Dark Souls II has to be the first demo I’ve sat in–during perhaps any E3–in which I’ve watched our demonstrator (of all people, the head of QA for Dark Souls II!) die over, and over, and over again.

Despite rumors that Dark Souls II director Tomohiro Shibuya said this game would be more accessible, at E3 Namco Bandai were at pains to point out that the title would be as brutal as series fans have grown to expect.

Which reminded me that Dark Souls has never been particularly fun to watch someone play. It’s like that horrible sinking feeling you get when a family member or unwitting bystander, completely unfamiliar with games, spots you playing something, and then says “that looks fun, can I play?” and then you grit your teeth, watching your mum run Mario right into the first Goomba about sixteen times.

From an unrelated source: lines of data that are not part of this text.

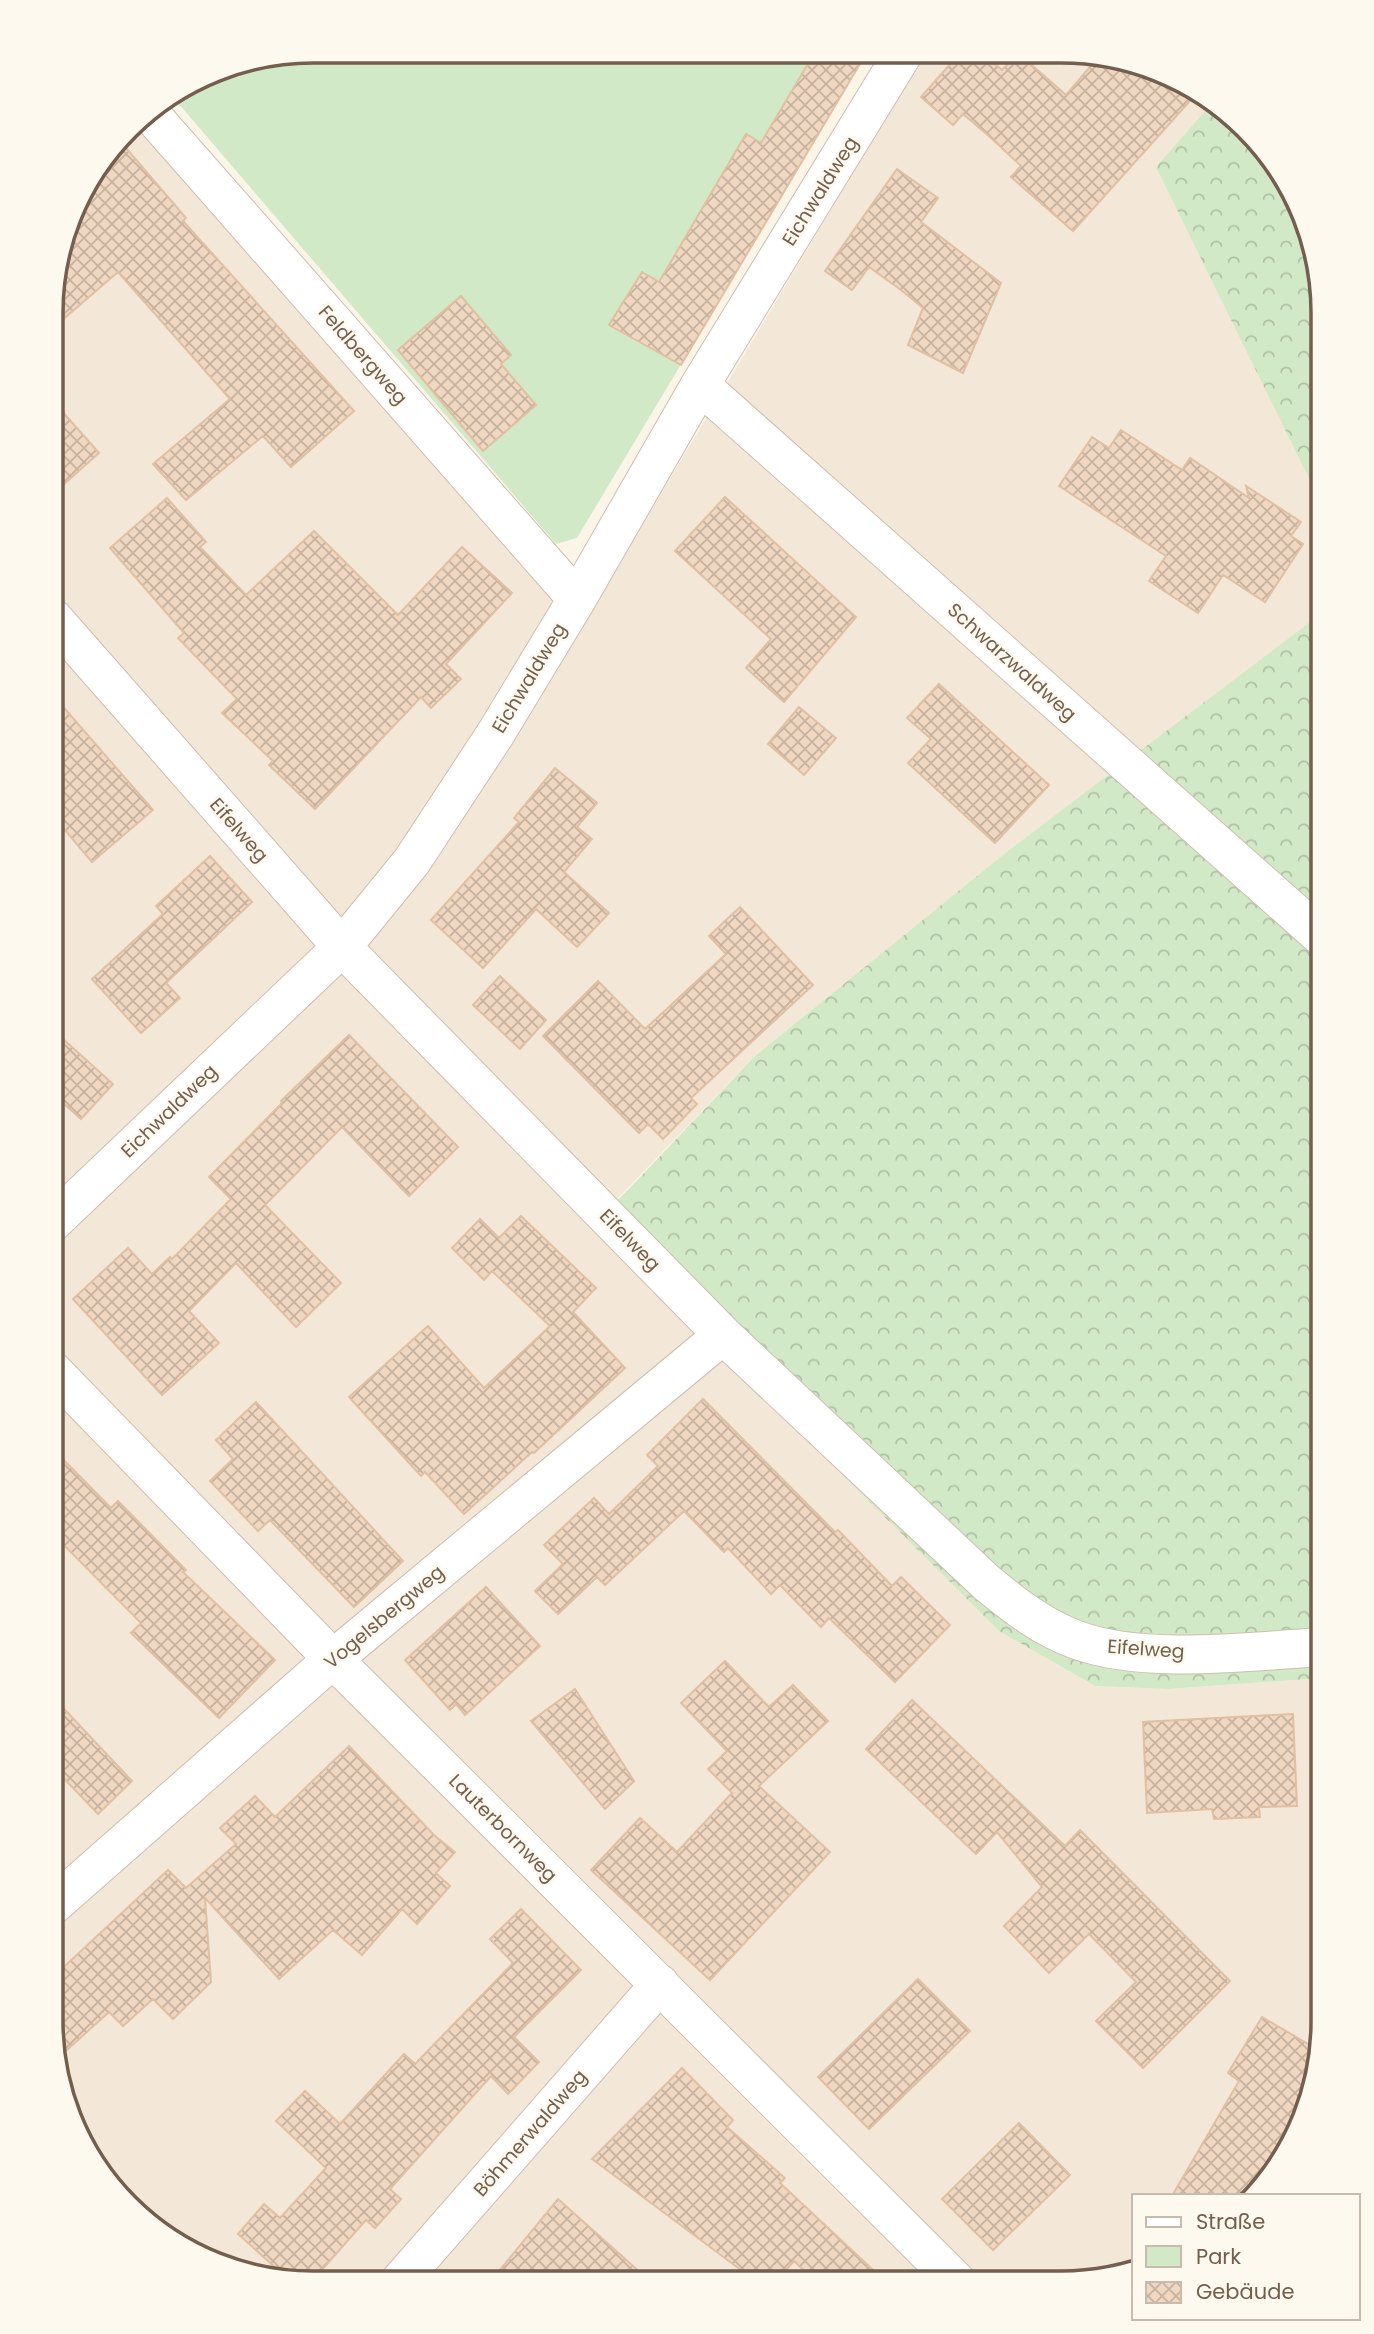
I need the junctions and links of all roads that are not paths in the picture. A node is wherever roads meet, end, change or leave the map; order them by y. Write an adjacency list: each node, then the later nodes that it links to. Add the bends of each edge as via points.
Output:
1 (897, 63): 3 (street, Eichwaldweg)
2 (155, 119): 4 (street, Feldbergweg)
3 (700, 386): 4 (street, Eichwaldweg); 6 (street, Schwarzwaldweg)
4 (578, 599): 7 (street, Eichwaldweg, via 412,861)
5 (63, 630): 7 (street, Eifelweg)
6 (1311, 928)
7 (342, 947): 8 (street, Eichwaldweg); 9 (street, Eifelweg)
8 (63, 1213)
9 (723, 1335): 11 (street, Eifelweg, via 987,1583 1044,1625 1077,1640 1123,1652); 12 (street, Vogelsbergweg)
10 (63, 1381): 12 (street, Lauterbornweg)
11 (1311, 1647)
12 (333, 1659): 13 (street, Vogelsbergweg); 14 (street, Lauterbornweg)
13 (63, 1896)
14 (660, 1984): 15 (street, Böhmerwaldweg); 16 (street, Lauterbornweg)
15 (409, 2271)
16 (946, 2271)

Except in this case, there’s a worse feeling: the sense that given the chance, you probably wouldn’t do any better. And to be honest, I didn’t. After snorting at the QA lead (let me reiterate: the person whose job it is to be best at playing the game) who actually died by attempting to parry the very first enemy he faced, I managed to — at the very same spot — fall down a ladder, completely miss every strike, and then plunge off a balcony.

I had to be thankful that there weren’t any buckets on the floor for my hero to get his foot stuck in.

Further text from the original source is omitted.